Urotensin II-related peptides, Urp1 and Urp2, control zebrafish spine morphology

General Statements

We were immensely pleased that the reviewers considered our conclusions “well supported” and our study “beautifully executed”. Reviewers also recognized the significance of our work. Reviewer 1 stated that “building a model that describes one of these pathways will allow us to begin to test therapies to treat or prevent scoliosis” then noted that we “help to build a larger model of normal spine morphogenesis” and that this is “important”. Reviewer 2 called our work an “exciting advance in our understanding of one of the essential signaling pathways that help regulate body axis straightening and spine morphogenesis in zebrafish” and mentioned that our work “may also help to further our understanding of the etiology and pathophysiology of multiple forms of neuromuscular scoliosis in humans”. Reviewer 3 agreed, stating that our work “adds important information on the role of urotensin signaling in spine formation” and noted that it is timely: “findings are of special significance in the light of recent reports that mutations in UTS2R3 show association with spinal curvature in patients with adolescent idiopathic scoliosis”.

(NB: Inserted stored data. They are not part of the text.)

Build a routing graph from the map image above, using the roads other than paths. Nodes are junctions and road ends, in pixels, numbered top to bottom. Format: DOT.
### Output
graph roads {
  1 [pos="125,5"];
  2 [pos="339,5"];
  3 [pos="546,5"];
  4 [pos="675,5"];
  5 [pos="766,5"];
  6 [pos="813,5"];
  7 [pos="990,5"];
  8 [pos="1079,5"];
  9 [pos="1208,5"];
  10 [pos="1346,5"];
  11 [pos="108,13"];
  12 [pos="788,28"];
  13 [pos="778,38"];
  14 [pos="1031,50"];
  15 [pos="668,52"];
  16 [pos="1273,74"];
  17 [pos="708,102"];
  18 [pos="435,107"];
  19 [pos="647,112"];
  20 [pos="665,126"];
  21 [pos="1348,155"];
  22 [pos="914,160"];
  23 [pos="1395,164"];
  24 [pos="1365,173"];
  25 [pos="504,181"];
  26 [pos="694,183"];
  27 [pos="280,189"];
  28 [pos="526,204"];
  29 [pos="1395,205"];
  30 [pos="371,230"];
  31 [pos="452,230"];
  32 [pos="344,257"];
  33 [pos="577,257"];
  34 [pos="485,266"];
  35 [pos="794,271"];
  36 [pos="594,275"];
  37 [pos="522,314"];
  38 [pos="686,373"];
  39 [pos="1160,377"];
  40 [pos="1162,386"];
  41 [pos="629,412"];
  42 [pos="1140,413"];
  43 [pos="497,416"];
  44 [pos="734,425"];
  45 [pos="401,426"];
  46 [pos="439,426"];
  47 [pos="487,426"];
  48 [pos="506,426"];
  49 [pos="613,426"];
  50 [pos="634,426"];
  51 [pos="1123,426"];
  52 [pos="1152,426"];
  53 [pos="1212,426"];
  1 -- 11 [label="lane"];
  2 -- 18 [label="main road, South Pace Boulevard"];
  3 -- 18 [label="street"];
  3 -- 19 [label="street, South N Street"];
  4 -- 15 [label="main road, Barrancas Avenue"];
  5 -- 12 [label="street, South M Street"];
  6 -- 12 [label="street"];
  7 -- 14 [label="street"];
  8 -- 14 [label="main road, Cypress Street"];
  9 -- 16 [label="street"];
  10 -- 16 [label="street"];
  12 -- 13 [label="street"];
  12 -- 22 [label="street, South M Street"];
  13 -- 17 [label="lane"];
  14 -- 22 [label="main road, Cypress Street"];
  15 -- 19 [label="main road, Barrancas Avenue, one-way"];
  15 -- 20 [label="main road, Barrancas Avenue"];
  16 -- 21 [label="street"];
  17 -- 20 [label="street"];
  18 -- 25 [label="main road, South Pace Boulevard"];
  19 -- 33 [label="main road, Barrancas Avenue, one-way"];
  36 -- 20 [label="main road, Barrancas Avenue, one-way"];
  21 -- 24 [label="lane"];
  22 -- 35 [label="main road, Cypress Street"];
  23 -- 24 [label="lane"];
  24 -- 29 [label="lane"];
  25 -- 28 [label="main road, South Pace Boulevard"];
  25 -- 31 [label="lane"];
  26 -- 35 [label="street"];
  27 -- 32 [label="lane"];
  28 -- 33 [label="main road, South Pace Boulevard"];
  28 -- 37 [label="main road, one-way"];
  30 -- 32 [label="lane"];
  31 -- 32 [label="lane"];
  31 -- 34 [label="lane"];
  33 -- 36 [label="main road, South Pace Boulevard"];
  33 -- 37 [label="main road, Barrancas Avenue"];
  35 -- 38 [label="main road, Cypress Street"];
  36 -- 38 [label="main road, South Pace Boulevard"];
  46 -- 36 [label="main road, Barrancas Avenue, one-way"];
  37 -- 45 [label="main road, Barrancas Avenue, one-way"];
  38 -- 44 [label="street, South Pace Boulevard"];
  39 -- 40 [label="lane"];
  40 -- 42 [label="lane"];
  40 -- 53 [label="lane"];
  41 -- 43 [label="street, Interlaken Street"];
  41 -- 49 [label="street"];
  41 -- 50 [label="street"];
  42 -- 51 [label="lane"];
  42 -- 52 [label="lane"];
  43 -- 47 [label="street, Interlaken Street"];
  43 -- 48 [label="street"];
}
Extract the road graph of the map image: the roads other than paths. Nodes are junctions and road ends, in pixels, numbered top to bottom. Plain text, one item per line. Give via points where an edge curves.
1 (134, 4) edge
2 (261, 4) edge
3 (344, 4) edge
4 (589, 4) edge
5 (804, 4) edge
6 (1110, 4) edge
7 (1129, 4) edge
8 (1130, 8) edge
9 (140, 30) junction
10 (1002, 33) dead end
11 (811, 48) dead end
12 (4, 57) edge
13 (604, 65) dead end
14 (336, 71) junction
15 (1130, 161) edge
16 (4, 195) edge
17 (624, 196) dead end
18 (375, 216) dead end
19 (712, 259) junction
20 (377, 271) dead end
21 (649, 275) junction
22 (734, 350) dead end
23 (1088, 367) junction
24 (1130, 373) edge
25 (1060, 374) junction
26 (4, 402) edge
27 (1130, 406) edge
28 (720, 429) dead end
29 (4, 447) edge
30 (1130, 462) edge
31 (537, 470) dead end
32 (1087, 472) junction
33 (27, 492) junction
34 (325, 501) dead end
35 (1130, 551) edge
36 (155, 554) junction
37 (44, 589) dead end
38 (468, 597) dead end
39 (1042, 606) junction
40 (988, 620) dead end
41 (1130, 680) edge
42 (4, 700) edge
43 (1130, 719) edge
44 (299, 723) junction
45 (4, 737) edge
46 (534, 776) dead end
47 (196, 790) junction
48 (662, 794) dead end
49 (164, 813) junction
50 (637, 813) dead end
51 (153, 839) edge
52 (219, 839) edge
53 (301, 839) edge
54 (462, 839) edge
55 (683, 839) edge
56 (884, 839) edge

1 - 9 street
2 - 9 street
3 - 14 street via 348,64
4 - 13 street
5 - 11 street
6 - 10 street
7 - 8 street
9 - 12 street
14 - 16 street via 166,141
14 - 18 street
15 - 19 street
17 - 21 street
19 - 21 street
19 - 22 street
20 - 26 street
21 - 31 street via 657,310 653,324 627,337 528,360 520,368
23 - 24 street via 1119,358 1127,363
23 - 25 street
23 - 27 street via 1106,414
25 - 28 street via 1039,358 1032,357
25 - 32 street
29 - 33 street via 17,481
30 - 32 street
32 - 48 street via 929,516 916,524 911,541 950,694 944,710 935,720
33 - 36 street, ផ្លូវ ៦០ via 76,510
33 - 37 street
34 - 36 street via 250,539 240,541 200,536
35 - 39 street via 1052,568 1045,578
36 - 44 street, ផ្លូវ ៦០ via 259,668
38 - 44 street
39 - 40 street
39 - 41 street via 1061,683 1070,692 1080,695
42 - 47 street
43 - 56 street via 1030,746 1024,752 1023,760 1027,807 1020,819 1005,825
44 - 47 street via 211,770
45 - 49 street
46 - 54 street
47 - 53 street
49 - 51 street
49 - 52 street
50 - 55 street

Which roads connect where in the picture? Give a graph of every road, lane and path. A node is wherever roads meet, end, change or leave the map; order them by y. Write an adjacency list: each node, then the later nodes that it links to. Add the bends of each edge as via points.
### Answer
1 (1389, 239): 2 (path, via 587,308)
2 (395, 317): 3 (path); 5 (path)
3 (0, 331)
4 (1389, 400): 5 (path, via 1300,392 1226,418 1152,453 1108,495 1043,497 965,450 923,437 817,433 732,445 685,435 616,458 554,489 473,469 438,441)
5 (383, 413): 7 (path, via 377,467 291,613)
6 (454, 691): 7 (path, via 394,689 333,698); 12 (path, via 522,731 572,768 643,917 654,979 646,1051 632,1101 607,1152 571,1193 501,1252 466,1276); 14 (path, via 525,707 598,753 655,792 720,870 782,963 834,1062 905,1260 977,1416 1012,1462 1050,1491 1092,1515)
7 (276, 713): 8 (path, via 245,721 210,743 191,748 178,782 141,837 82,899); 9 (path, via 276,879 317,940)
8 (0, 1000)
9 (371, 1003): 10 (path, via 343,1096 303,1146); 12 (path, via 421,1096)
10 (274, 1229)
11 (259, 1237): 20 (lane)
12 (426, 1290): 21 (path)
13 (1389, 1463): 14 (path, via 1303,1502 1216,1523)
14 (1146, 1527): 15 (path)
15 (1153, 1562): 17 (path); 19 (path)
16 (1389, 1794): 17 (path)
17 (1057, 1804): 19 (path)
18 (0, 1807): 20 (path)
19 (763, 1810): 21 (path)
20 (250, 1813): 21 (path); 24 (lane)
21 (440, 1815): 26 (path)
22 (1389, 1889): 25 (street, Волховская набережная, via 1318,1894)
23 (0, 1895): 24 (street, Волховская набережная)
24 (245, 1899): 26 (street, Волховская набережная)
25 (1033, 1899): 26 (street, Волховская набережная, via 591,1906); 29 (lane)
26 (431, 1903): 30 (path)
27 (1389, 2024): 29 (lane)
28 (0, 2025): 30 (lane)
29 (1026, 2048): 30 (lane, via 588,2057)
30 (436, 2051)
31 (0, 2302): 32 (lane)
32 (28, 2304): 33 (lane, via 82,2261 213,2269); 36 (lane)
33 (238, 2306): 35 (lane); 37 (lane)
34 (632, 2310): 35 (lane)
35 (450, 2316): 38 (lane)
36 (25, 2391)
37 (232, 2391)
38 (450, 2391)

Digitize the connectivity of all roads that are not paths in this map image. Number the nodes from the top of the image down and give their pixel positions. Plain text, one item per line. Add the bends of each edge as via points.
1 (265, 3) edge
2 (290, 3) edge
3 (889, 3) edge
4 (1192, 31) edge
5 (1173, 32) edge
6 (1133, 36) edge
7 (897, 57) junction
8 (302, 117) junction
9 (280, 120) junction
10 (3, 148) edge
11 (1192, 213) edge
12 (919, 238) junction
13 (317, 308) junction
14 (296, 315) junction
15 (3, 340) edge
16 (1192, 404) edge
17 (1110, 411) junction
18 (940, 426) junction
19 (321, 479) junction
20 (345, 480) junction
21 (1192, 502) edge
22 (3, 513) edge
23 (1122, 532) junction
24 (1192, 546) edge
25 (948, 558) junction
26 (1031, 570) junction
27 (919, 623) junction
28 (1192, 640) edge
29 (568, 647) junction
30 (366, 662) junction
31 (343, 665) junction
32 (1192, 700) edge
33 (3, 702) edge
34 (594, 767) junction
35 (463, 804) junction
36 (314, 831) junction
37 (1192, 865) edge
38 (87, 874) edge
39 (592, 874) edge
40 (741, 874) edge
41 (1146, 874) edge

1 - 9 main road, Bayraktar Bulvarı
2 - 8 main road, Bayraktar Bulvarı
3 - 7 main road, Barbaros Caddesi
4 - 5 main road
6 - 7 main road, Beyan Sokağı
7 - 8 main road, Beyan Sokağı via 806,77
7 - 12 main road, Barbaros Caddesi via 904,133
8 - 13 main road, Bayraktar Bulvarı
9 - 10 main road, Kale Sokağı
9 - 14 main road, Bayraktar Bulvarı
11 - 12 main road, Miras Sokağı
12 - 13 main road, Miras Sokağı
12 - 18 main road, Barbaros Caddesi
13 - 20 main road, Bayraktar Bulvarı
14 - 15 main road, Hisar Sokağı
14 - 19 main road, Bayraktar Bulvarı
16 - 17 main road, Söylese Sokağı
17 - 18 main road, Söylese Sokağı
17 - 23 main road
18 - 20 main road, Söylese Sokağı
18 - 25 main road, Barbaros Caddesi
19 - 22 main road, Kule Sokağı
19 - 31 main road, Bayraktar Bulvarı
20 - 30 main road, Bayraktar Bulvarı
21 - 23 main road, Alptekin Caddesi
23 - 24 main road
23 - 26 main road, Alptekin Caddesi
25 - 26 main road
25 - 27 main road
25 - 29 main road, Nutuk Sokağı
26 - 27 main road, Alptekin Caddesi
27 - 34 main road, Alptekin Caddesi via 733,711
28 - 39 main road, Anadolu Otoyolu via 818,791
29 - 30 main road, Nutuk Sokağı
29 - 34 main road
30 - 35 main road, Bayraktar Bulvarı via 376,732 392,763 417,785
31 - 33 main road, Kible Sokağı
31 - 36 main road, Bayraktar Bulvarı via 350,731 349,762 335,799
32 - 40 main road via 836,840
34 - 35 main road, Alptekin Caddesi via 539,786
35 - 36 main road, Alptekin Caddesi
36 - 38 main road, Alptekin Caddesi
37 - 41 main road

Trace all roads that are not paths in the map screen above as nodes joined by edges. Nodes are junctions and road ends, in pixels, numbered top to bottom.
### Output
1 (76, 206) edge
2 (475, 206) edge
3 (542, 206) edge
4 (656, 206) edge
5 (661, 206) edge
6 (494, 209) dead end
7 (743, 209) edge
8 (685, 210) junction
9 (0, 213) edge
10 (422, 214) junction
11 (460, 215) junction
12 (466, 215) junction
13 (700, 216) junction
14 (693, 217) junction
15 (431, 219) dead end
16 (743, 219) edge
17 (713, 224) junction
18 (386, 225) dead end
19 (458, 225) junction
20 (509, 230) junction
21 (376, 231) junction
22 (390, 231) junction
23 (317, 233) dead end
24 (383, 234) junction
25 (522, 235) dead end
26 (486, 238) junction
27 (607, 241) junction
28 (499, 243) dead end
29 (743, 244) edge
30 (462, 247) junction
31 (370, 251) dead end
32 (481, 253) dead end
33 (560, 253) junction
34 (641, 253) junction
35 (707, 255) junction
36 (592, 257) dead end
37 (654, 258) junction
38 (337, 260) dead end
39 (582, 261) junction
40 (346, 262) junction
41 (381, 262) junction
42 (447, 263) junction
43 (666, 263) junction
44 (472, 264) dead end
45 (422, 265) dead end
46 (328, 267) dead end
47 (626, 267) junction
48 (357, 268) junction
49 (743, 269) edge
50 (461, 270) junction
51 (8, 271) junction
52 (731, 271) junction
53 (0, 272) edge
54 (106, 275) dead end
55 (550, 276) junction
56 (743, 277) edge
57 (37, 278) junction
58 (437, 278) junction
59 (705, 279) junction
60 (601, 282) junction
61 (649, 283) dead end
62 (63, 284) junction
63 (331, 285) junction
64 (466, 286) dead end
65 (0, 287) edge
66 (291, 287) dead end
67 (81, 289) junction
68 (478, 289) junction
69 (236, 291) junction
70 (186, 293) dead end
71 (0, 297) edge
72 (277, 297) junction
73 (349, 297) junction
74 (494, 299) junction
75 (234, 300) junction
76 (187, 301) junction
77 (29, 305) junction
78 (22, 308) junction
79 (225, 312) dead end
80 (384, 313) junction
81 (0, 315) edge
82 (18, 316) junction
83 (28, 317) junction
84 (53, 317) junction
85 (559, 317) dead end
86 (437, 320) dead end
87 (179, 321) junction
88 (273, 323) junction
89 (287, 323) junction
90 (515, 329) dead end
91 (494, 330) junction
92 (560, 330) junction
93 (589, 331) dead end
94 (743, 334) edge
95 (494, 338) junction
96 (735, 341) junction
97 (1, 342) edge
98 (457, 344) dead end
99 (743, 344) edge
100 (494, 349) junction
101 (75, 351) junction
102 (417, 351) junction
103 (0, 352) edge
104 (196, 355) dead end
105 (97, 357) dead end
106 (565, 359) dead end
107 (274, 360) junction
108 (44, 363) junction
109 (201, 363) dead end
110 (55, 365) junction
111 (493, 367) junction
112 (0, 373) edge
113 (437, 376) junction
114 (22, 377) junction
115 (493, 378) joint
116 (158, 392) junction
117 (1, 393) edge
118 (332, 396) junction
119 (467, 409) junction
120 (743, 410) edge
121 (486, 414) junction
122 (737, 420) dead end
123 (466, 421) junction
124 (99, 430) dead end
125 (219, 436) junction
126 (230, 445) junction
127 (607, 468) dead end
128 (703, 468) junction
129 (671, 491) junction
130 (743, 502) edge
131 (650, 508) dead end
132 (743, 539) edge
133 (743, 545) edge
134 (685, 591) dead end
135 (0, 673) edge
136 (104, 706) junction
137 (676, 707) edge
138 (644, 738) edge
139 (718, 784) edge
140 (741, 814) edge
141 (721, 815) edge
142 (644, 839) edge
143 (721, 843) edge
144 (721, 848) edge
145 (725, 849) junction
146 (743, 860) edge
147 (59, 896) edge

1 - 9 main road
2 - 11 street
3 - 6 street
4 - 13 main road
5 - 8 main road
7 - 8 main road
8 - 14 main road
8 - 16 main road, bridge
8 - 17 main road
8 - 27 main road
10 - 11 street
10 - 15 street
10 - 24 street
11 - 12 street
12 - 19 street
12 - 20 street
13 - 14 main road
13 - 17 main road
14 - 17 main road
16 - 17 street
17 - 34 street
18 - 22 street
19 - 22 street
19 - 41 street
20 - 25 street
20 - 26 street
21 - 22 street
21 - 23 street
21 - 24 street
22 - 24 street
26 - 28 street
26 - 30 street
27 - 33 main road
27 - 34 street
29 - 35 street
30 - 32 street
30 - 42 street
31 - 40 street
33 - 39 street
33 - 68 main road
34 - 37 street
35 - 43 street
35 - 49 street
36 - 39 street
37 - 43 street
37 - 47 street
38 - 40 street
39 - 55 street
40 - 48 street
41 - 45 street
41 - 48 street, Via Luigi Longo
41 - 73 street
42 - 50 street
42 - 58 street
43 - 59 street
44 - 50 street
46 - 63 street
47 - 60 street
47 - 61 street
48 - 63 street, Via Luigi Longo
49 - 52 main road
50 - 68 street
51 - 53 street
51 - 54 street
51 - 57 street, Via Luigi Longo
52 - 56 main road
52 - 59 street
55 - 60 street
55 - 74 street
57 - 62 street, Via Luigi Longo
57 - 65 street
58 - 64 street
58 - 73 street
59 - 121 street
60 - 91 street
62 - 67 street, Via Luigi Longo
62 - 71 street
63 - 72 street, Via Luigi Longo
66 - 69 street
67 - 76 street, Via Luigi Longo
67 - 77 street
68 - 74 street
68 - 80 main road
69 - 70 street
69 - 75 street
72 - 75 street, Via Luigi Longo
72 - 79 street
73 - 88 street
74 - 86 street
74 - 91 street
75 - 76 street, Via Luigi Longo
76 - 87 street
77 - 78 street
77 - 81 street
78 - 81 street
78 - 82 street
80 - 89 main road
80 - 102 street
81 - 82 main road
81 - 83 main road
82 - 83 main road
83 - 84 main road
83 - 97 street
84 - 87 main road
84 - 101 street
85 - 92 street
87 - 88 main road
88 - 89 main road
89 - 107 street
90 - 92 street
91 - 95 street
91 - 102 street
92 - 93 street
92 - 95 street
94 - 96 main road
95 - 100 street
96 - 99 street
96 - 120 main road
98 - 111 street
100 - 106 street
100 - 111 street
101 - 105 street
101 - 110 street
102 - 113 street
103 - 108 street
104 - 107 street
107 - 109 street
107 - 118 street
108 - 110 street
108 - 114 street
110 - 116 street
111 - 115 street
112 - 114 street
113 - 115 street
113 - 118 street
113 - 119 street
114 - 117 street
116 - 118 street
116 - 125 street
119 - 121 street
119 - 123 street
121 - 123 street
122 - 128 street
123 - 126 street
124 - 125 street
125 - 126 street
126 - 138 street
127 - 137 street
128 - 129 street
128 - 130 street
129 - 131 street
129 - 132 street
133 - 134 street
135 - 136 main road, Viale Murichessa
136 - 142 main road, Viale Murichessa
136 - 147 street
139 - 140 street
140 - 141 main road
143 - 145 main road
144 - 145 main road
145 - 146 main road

We thank the three reviewers for reading our research and providing feedback. In all cases, we have incorporated their suggestions, and we believe this has made our manuscript much stronger. Indeed, reviewers had only a small number of “major points”, and all have now been addressed. We have also addressed all “minor points” raised by reviewers.

Major points

Reviewer 1

The key conclusions are well supported, see below for my two major issues.

1. Please don't call this lordosis. Lordosis or hyperlordosis effects lumbar vertebra. The curve in the lumbar region shifts body weight so that human gait is more efficient that in the great apes, or so the story goes. Zebrafish do not have lumbar vertebra equivalents or a natural curve in the caudal region. Similarly, fish do not have the equivalent vertebra to generate kyphosis, which is again a hyper flexion of a normal human spinal curve. Instead zebrafish have Weberian, precaudal and caudal vertebra. It would be so much more useful for the field if the authors used these terms and specified ranges, i.e. numbered vertebrae, that are effected so we can directly and accurately compare regions of defects between zebrafish mutants. It would help to make the point that the uts2r3 mutant has more caudally located curves than urp1/2 double mutants.

We agree with the reviewer and have made changes in line with their suggestions. For example, at the end of the abstract, we have changed “new animal models of lordosis-like curves” to “new animal models of spine deformity”; at the end of the Introduction, we say “mutants model human spinal deformity” rather than “mutants model a lordosis-like condition”.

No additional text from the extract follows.